Musik unserer Zeit und auf höchstem interpretatorischem Niveau
Die Salzburger Gesellschaft für Musik wurde 1977 von Univ.-Prof. Klaus Ager gegründet und führt seither das jährlich im Frühjahr stattfindende Festival für zeitgenössische Musik "Aspekte Salzburg" durch. Ziel des Festivals ist es, interessante Konzertprogramme mit einem Schwerpunkt auf der Musik unserer Zeit und auf höchstem interpretatorischem Niveau zu bieten. "Aspekte Salzburg" findet von 5. bis 12. Februar statt. Auf dem Programm stehen insgesamt acht Konzerte. Das Eröffnungskonzert am Sonntag, 5. Februar, um 19.00 Uhr in der Großen Universitätsaula, stand ganz im Zeichen des Salzburger Musikpreises und ist Werken von Salvatore Sciarrino und Francesco Filidei gewidmet.

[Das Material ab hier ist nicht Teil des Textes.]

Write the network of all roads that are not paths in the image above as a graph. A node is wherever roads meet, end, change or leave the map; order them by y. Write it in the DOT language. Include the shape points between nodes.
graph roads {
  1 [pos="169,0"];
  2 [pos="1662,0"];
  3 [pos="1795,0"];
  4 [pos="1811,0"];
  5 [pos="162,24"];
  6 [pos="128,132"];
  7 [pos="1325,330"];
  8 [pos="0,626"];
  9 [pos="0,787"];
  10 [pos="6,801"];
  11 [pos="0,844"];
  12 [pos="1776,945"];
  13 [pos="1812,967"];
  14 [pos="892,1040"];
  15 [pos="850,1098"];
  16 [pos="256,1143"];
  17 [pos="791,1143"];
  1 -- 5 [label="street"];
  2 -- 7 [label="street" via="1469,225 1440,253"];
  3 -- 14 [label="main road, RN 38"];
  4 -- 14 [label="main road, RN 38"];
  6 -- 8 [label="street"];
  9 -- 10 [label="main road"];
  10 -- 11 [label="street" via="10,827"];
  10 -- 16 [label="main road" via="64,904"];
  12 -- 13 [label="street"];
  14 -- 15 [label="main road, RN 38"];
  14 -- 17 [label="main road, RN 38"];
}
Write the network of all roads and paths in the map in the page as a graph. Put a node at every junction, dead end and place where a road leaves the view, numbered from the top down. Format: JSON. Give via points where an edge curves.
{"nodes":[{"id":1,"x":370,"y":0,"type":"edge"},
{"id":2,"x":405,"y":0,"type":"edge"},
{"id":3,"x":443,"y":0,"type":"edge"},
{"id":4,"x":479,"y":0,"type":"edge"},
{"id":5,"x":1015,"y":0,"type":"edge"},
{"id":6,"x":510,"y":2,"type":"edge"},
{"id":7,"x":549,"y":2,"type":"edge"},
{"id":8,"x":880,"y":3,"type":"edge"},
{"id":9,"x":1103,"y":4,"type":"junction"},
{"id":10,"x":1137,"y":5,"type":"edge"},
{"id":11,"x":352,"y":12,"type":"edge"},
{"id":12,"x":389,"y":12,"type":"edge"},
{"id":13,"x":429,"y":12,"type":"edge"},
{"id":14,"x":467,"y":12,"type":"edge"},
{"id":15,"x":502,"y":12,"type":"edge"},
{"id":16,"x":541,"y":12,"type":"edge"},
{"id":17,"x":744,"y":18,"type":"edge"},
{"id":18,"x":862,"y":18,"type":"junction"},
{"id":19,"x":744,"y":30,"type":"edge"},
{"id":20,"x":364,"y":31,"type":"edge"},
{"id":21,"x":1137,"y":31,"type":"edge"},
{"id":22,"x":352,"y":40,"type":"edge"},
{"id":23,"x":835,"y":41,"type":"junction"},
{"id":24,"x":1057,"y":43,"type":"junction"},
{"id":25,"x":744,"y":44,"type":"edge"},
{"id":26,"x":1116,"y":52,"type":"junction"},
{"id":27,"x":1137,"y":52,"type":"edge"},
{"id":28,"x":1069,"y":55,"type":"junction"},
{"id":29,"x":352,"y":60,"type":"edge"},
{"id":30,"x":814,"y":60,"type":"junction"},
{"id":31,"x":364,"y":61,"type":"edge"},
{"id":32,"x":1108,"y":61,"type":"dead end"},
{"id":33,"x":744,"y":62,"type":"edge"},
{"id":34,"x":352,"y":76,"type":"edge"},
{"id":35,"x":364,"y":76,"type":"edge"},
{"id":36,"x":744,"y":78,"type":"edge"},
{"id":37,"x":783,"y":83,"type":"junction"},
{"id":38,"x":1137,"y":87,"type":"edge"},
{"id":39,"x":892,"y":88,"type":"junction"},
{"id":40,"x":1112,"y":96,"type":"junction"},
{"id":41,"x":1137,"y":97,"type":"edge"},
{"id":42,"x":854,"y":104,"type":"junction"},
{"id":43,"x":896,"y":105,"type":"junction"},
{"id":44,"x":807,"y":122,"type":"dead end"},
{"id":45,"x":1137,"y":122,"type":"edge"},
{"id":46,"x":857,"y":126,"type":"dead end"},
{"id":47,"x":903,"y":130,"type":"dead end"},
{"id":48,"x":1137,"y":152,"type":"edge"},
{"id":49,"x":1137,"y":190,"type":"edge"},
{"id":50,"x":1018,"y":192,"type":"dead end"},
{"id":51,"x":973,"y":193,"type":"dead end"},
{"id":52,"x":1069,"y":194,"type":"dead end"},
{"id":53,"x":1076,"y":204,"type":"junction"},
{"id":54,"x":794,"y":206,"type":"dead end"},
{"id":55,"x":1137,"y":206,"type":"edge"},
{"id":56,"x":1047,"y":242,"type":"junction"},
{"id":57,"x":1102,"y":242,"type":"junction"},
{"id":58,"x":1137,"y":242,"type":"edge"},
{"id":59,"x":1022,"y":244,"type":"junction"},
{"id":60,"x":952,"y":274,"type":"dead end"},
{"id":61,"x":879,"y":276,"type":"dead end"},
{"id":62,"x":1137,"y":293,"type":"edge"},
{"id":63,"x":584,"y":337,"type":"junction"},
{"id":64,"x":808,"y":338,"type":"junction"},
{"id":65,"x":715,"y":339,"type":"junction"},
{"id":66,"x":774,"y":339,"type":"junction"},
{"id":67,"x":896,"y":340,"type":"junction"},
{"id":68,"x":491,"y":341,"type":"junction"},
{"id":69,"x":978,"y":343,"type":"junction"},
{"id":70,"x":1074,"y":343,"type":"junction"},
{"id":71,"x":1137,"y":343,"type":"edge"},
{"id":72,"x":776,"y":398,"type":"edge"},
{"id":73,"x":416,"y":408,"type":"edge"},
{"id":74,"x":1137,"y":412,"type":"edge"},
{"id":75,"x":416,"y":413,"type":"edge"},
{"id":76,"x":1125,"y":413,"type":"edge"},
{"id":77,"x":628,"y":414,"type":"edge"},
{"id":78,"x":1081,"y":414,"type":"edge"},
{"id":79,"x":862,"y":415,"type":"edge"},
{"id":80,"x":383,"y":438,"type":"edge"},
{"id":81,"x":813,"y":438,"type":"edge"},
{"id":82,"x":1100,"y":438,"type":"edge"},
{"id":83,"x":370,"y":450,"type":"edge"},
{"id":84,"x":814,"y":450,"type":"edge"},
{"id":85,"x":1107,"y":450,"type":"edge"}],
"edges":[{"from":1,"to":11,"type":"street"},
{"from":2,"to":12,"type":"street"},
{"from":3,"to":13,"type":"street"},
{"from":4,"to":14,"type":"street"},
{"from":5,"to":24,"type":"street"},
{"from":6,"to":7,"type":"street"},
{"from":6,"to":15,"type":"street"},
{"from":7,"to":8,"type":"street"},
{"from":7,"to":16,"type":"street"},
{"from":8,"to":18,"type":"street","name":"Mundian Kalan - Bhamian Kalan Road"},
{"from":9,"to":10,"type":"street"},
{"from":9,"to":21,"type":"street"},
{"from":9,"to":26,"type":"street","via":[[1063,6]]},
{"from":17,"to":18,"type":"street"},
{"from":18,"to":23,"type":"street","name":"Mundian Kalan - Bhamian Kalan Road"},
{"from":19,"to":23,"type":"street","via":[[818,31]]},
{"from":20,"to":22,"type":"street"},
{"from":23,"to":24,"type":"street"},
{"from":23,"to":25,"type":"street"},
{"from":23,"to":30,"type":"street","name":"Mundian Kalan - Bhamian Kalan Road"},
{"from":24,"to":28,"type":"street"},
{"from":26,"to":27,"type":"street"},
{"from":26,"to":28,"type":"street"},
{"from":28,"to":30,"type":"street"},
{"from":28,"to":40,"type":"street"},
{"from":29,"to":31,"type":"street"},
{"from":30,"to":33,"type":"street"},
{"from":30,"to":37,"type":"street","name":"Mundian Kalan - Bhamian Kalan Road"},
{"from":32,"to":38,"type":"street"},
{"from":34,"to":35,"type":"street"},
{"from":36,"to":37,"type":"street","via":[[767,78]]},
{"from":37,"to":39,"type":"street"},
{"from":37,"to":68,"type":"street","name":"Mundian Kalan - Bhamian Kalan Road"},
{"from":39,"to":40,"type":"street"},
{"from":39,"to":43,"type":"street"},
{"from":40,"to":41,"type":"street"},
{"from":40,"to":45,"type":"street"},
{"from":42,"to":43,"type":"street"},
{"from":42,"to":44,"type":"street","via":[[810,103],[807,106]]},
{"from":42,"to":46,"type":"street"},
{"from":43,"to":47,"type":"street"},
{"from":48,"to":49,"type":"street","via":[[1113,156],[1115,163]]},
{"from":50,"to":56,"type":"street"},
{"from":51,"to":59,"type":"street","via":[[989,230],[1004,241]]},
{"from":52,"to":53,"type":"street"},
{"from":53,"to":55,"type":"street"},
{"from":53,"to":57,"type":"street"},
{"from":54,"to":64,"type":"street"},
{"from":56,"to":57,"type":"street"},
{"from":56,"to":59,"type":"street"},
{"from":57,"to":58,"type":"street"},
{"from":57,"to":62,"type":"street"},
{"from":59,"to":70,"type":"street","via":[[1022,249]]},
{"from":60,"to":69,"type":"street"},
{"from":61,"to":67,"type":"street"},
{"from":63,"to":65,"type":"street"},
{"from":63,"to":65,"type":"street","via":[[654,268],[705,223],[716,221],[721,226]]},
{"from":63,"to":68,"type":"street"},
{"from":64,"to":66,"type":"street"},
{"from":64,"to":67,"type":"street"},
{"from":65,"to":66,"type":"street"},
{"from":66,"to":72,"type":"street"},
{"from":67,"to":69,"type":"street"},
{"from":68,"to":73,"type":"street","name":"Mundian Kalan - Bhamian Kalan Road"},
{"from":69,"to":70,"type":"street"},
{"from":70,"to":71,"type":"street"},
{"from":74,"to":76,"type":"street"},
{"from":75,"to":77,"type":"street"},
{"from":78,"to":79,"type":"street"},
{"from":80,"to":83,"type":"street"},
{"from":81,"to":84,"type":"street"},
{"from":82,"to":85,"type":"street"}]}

Das Klangforum Wien unter dem Dirigenten Johannes Kalitzke sowie der Bariton Otto Katzameier interpretierten "Archeologia del telefono" von Salvatore Sciarrino, "Partita" von Francesco Filidei sowie "Quaderno di strada" für Bariton von Salvatore Sciarrino.

Die Programmkonzeption der folgenden Konzerte mit weiteren renommierten Ensembles aus Europa kombiniert in spannenden Gegenüberstellungen eine Werkschau Salvatore Sciarrinos mit der Präsentation von Werken junger Komponisten aus ganz Europa.

Das Programm der weiteren sieben Aspekte-Konzerte
6. Februar, 19.00 Uhr, Große Aula der Universität Salzburg: Plural Ensemble Madrid, Leitung: Fabian Panisello, Werke von A. Acevedo, H. Parra, S. Sciarrino und E. M. Joannaou.

7. Februar, 19.00 Uhr, Große Aula der Universität Salzburg: Plural Ensemble Madrid, Leitung: Fabian Panisello, Werke von jungen Komponisten aus Spanien und Albanien.

8. Februar, 19.00 Uhr, Große Aula der Universität Salzburg: Österreichisches Ensemble für Neue Musik, Werke von S. Sciarrino, F. Filidei, J. Widmann und R. Serksnyte.

9. Februar, 19.00 Uhr, Große Aula der Universität Salzburg: Quartet New Generation Amsterdam/Berlin, Werke von K. Nutters, M. Reuter und C. Coppens.

10. Februar, 19.00 Uhr, Große Aula der Universität Salzburg: Aspekte New Music Ensemble, Leitung: Kai Röhrig, Gavin Taylor (Bariton), Werke von S. Sciarrino, T. Lappalainen, A. Kallastu, R. S. Gjertsen, J. J. Christensen und B. Staern.

11. Februar, 19.00 Uhr, Große Aula der Universität Salzburg: Ensemble Aleph (Frankreich), Werke von A. Dumitrescu, C. Forlivesi, D. Kourllandsku, A. Kroschel und V. Vronov.

12. Februar, 19:00 Uhr, Große Aula der Universität Salzburg: Sonderkonzert 30 Jahre Aspekte Salzburg, Slovak Sinfonietta Zilina, Leitung: L. Svarovsky, Dita Kalnina (Sopran), Gintare Skeryte (Mezzosopran), Henri Bok (Bassklarinette), Werke von S. Sciarrino, P. W. Fürst, A. Maultasch und K. Ager.